Pinker quotes a passage that the famous British diarist Samuel Pepys wrote in 1660: "Out to Charing Cross, to see Major-general Harrison hanged, drawn and quartered; which was done there, he looking as cheerful as any man could do in that condition. He was presently cut down, and his head and heart shown to the people, at which there was great shouts of joy." In case we're not sure exactly what happened here, Pinker explains that Harrison was "party strangled, disemboweled, castrated and shown his organs being burned before being decapitated."

Today, England and all other European nations except for Russian and Belarus have banned executions, de facto if not legally. According to Amnesty International, "more than two thirds of the countries in the world have abolished the death penalty in law or practice." In 2008 the General Assembly of the United Nations passed a resolution calling for a moratorium on the death penalty as a step toward a ban, which according to the resolution would contribute "to the enhancement and progressive development of Human Rights." The vote was 104 to 46, with 34 abstentions. The U.S., of course,voted against the resolution,.

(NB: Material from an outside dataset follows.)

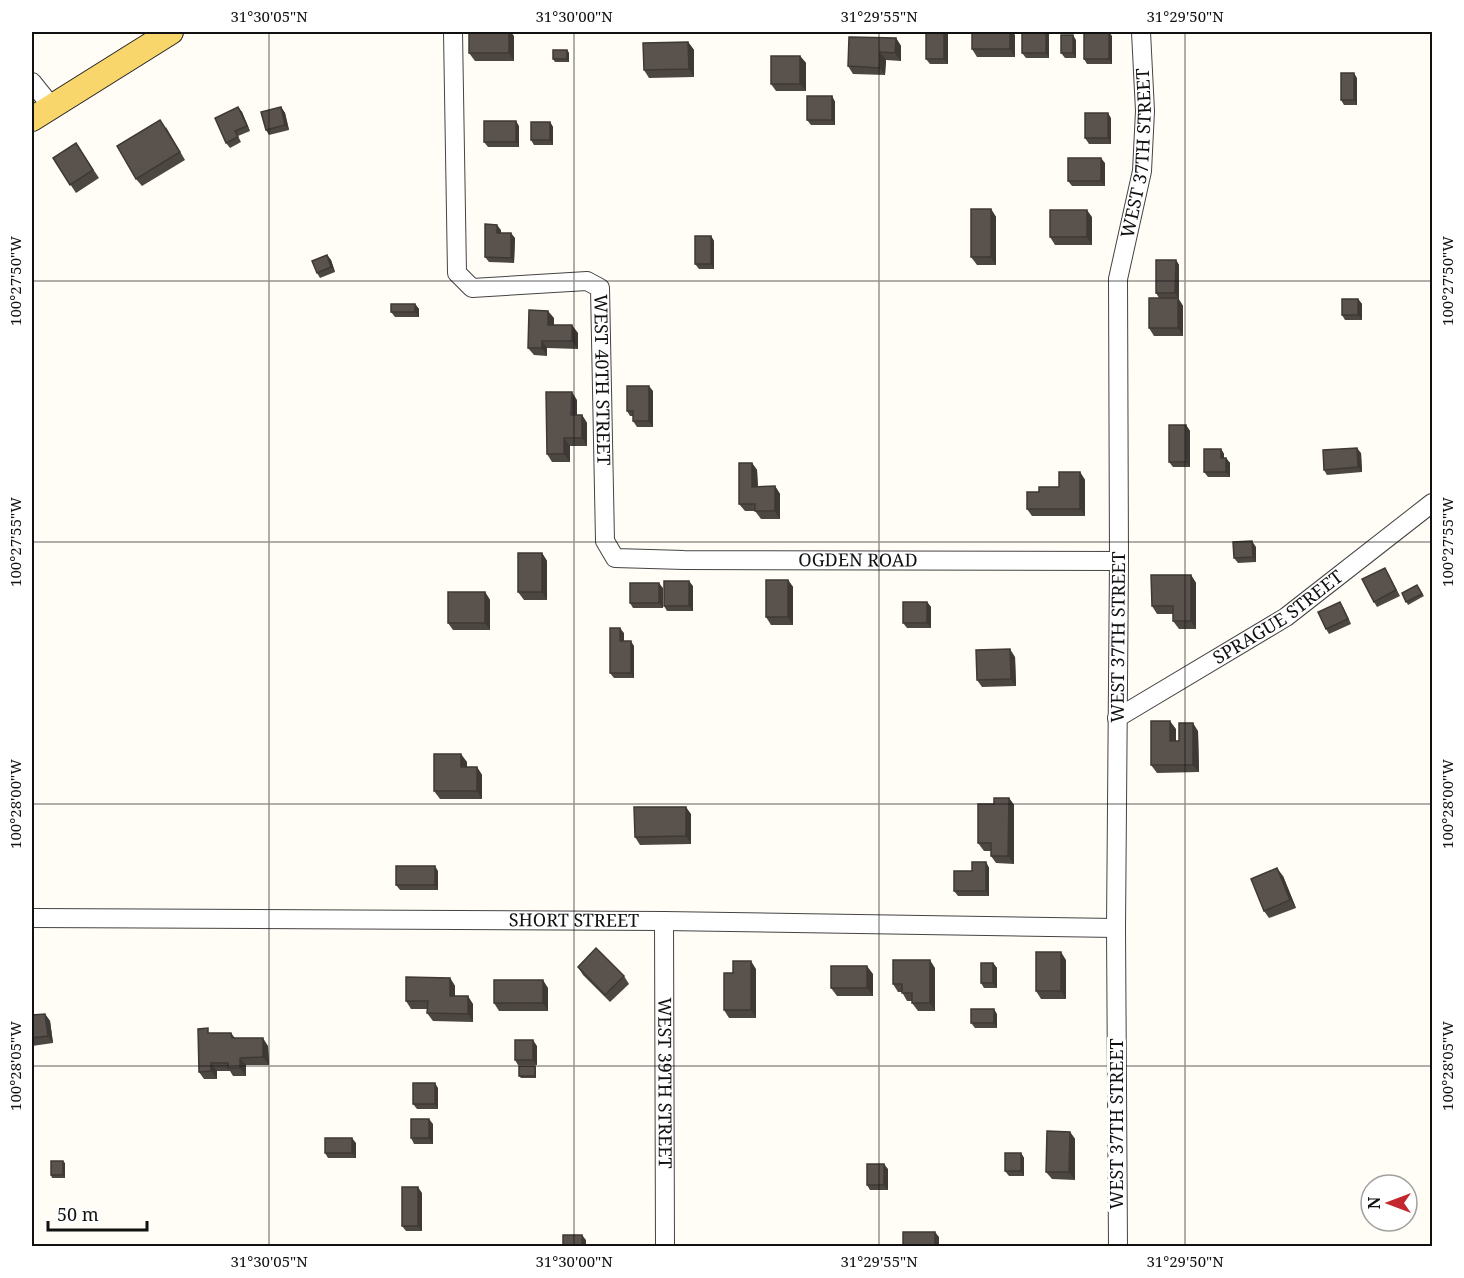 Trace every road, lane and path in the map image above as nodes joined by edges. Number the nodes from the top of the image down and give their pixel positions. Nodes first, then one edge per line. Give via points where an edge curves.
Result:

From an historical perspective, the U.S. is clearly headed toward abolition. Pinker notes that since 1625 the annual per capita rate of executions has plummeted from almost 35 to well under one execution for every million people. Sixteen states have abolished the death penalty, and those that retain it execute only a minuscule fraction of convicted murders. There were a total of 46 executions last year, including 45 lethal injections and one electrocution. Pinker writes that "the American death penalty, for all its notoriety, is more symbolic than real." Of course, it was quite real for Troy Davis, whose execution—like all executions in this nation—tarnished America's reputation for moral decency. We know capital punishment is wrong, and that we will abolish it before long. Why wait any longer?